回到攤子邊,少女將方盒放在平時擺放的位置,把因跑步而飛散的柔絲撩到耳後,微喘地說:「容姊剛才讓會計小姐結給我們上個禮拜的帳款,總共七千五百元,媽收著。」

阮香妹對女兒笑了笑,手中長筷仍熟練翻動着爐子上鍋內浮滾的河粉。「幫媽收好了。」

「好。」袁靜菱溫馴點頭,把千元大鈔收進小鐵盒中,再把五張百元紙鈔塞進母親圍裙的口袋裏。

六條通的幾家「日式俱樂部」時常要求外送服務,有些喜歡當次結清,有些則每周結算一次,俱樂部的人出手都挺大方,常額外給小費。

「看妳跑得這麼急,臉都跑紅了。」阮香妹嘆氣。

「我怕要是客人太多,媽媽自己一個會忙不過來。」袁靜菱露齒一笑,把母親剛煮好的兩碗鮮肉河粉擱在大托盤上,連同兩碟酸辣小菜一塊兒送到客人桌上。

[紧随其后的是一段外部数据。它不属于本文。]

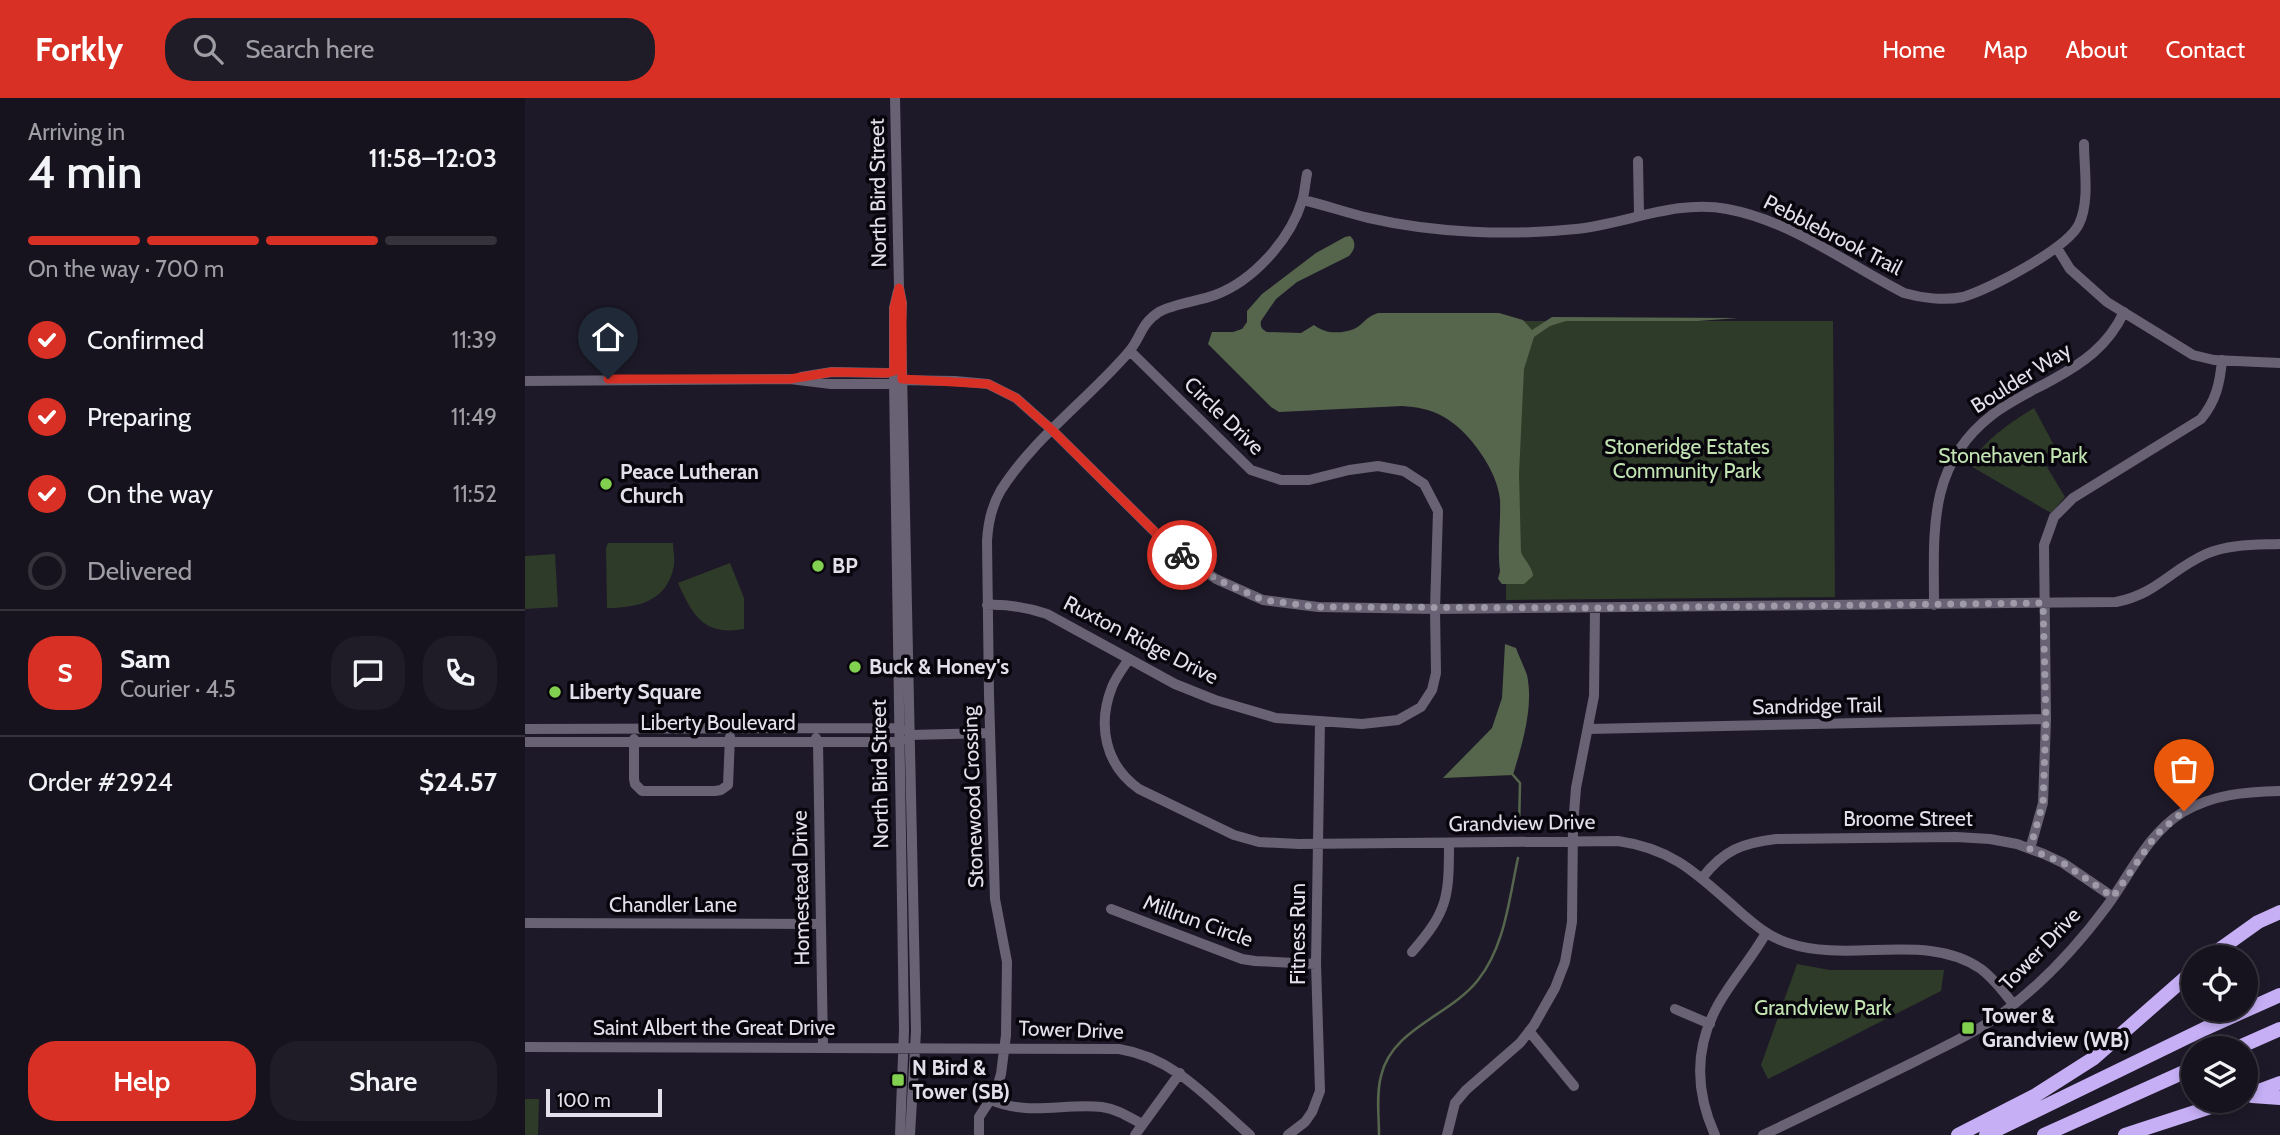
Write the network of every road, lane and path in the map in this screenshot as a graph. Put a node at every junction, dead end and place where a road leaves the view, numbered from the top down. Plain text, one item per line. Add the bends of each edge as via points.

「請慢用。」她朝像是情侶的那對男女輕聲說,才拿開托盤,一揚睫便看到那個男人。

他習慣在午夜時分出現。

每次見到他,那張年輕的、稜角分明的男性臉龐像是總帶着傷。

印象中,在三個多月前,他的鼻樑斷過一次。

兩個多月前,他下顎中間多了一道撕裂傷。

一個多月前,他右邊額角不知被什麼銳器劃過,約莫兩吋長的傷口開得十分利落。幸運的是,當時傷得並不深,直到蜿蜒流下的血沾在他密濃睫毛上,才見他一臉煩躁地揮手拭掉。

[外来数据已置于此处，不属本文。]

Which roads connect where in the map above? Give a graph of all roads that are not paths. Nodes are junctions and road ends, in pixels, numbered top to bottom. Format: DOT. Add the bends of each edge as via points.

意識到他這一號人物的存在,算一算,也都有大半年時間了。袁靜菱瞅著那個剛跨下重型機車、一步步朝自己走來的高大男人,抓住托盤的十根指頭不禁收緊。

說他是「男人」,似乎不怎麼正確。

在袁靜菱十八歲的小腦袋瓜里,「男人」這個名詞是有所謂的「年齡區間限制」的,凡年紀介在二十五歲以上、六十歲以下的男性皆適用,過了六十歲的稱作「老人」,而那些不滿二十五歲的異性,常是飛揚浮躁、定性極差,根本不夠格被稱作「男人」。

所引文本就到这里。